I know what she is talking about… I have been there with those same very thoughts. These thoughts leave you with a constant need of approval. You need someone else to tell you that they love you, to affirm your very reason for taking up oxygen on this earth. Because you hate yourself so much you are almost shocked when someone notices you… and you become an easy target for those who would take advantage of your weakness… you become a weak woman.
For among them are those who enter into households
and captivate weak women weighed down with sins,
led on by various impulses,
always learning and never able to come to the knowledge of the truth.
2 Timothy 3:6-7
You keep learning and learning but you never come to the truth. To the truth that God has forgiven you… so you are forgiven. God loves you… so you are loved. God says you are beautiful… so you are beautiful. God’s grace is sufficient for you. So you fall prey into the hands of those who will destroy households and the cycle continues…
Ladies, listen closely…
When you believe that you are unable to forgive yourself then you are saying what Jesus did was not enough. You are calling the blood of your Christ insufficient. You also are saying that your own forgiveness of you is more important than God’s and requires more grace than what God is able to give.
For if by the transgression of the one, death reigned through the one,
much more those who receive the abundance of grace
and of the gift of righteousness will reign in life through the One, Jesus Christ.
Satan uses unforgiveness as a tool to bring about our destruction. Forgiveness foils Satan’s plots to stunt our spiritual growth.
Now today’s challenge is to look deep into your own heart and see if you need to begin the process of forgiveness… either toward yourself… or someone else.

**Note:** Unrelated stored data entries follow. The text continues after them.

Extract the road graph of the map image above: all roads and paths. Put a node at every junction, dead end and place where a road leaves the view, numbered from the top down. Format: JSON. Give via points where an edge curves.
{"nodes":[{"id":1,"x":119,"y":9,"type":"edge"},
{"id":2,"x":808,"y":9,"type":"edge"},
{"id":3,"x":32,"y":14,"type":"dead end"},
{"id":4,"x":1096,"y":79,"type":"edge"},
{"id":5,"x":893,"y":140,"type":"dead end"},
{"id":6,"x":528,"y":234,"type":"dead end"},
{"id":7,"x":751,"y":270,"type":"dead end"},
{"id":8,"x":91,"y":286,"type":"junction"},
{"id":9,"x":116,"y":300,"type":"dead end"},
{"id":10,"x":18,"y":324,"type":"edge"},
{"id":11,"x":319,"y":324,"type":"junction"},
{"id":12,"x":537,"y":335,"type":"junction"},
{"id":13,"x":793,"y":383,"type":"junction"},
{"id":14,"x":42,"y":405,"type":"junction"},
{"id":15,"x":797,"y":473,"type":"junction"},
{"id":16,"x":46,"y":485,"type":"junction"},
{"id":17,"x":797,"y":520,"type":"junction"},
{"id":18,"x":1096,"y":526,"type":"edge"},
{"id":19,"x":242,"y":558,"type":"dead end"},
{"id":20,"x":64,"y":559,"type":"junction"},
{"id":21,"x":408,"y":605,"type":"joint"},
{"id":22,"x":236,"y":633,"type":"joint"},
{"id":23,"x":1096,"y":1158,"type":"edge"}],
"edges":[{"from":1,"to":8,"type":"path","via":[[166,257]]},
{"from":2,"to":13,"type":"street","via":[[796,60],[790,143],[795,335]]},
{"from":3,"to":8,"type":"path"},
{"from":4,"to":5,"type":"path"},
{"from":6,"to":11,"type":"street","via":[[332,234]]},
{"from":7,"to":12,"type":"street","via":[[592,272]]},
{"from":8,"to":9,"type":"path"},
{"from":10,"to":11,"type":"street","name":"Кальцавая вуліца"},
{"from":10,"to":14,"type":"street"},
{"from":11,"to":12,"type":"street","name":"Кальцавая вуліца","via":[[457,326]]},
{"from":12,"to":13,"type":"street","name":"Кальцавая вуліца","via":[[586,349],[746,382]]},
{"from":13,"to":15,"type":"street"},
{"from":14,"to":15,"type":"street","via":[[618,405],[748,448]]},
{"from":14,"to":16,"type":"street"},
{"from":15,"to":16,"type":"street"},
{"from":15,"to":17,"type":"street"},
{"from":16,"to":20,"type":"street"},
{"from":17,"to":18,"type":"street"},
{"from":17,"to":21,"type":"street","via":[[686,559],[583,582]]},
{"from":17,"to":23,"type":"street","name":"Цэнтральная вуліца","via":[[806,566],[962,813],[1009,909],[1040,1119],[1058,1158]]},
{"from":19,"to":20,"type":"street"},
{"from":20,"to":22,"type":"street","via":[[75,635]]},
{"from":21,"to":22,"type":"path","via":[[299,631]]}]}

I had student once say that she knew she needed to forgive. She knew she was supposed to, but no one has told her how. She wanted to be obedient. She wanted to forgive, but she did not know how to do it… so here are some steps in case you have this same question.

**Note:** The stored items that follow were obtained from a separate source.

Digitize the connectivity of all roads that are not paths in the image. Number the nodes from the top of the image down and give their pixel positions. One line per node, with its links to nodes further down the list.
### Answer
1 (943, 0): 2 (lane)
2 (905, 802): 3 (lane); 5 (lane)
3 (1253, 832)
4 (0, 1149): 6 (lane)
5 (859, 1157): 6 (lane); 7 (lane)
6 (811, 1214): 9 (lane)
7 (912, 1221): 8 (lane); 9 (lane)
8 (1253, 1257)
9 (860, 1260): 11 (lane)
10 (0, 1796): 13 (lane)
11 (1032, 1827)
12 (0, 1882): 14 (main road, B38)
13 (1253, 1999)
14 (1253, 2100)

*Acknowledge your anger and hurt. It is very real and God knows it is there.
*Realize that holding on to this pain only holds you back
*Consciously let go of any need for revenge
*Consider the source of your pain: Hurting people hurt other people. Put yourself in there shoes.
*Pray earnestly for those who hurt you, asking God to heal the wounds that cause them to wound others.

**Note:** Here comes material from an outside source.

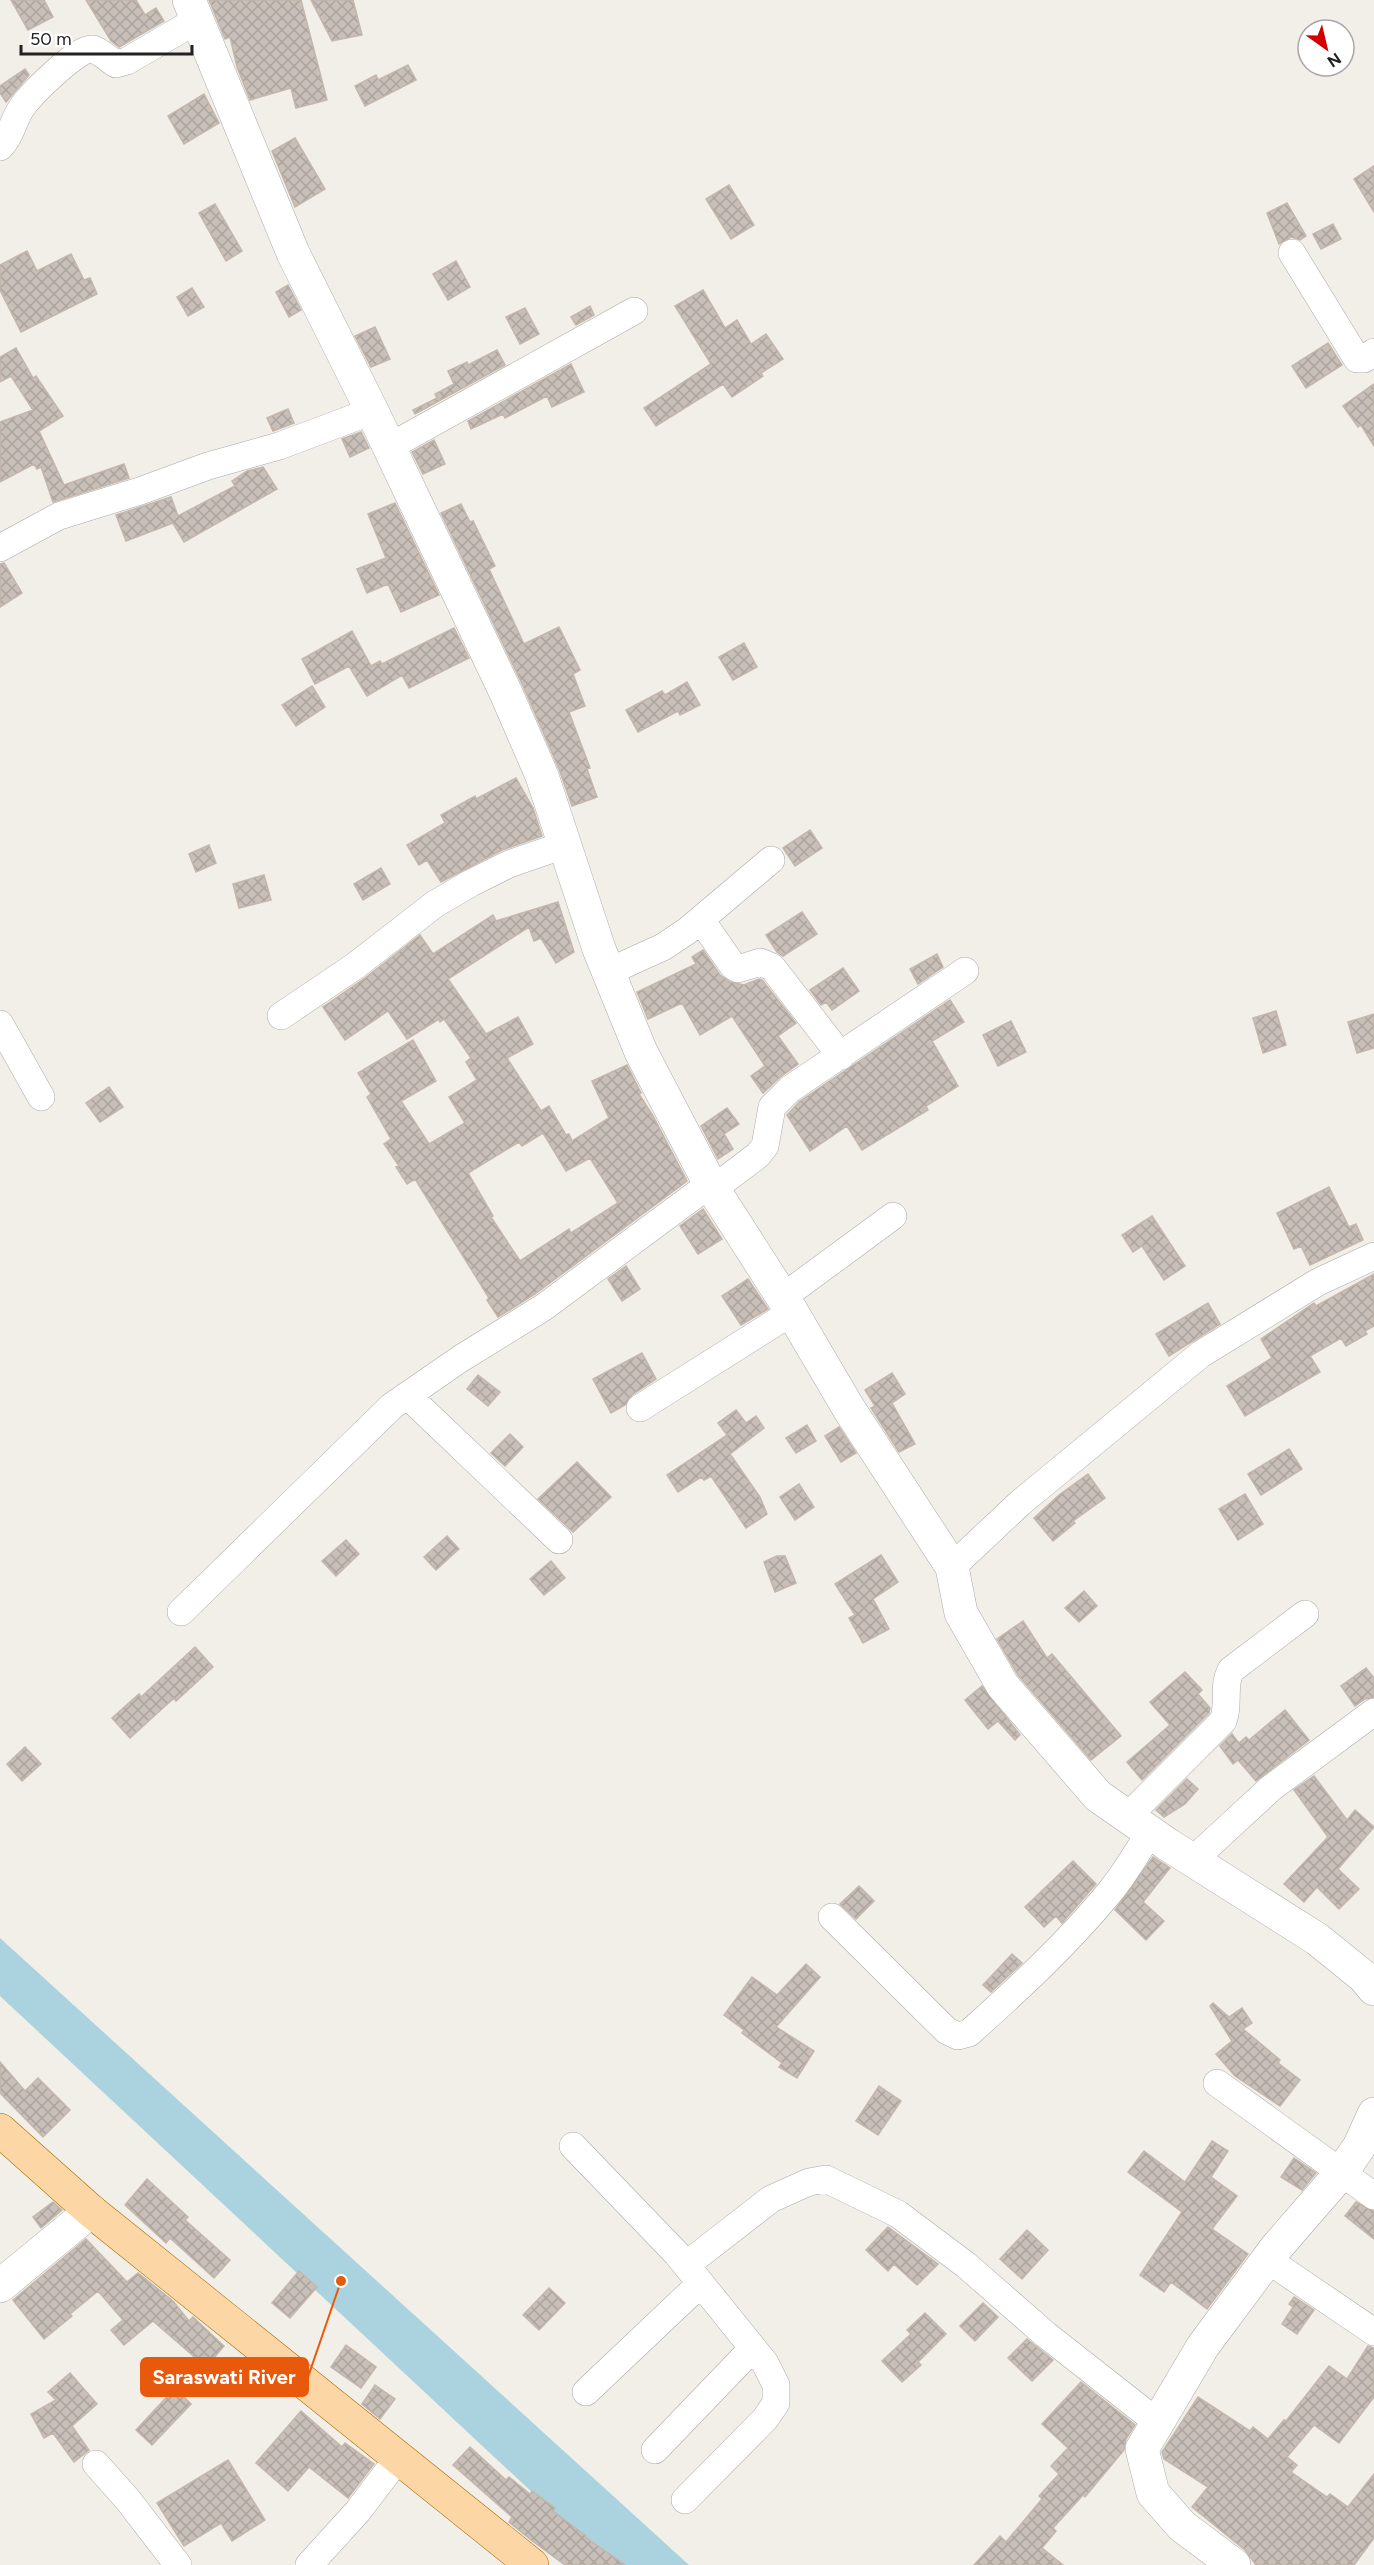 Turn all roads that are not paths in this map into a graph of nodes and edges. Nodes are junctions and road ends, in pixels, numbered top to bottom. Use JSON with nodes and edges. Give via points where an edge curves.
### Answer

*Pray that your wounds do not cause you to do the same to others.
As you walk through these steps of surrendering your unforgiveness so that you might be healed of your past emotional pain… you must also work on surrendering your pride.
Pride assumes several things:
*I deserve what I deserve
*My needs should be met at any cost
*Life is all about me and my pleasure
*The rules apply to everyone else but not me
*I’m above the consequences
Here’s the thing about pride… you could take that above list and use it as your excuses to commit sin or you could also take that list and use it as excuses to NOT accept the forgiveness of Christ for your past committed sins or His grace in your struggles in your new redeemed life.
We must surrender our unforgiveness and our pride if we are to be free from our past emotional pain. If we are to be able to walk into our future with the freedom that is ours in Christ then we must let go of all this junk that wrapping us up around our ankles.
Therefore, since we have so great a cloud of witnesses surrounding us,
let us also lay aside every encumbrance and the sin
which so easily entangles us,
and let us run with endurance the race that is set before us,
fixing our eyes on Jesus, the author and perfecter of faith,
who for the joy set before Him endured the cross,
despising the shame, and has sat down at the right hand of the throne of God.
Honey, you are loved!
You are forgiven.
You are accepted.
You are secure.
You are significant.
Trust me… His grace is enough.
His blood is enough… it is sufficient for your forgiveness and for your ability to forgive others.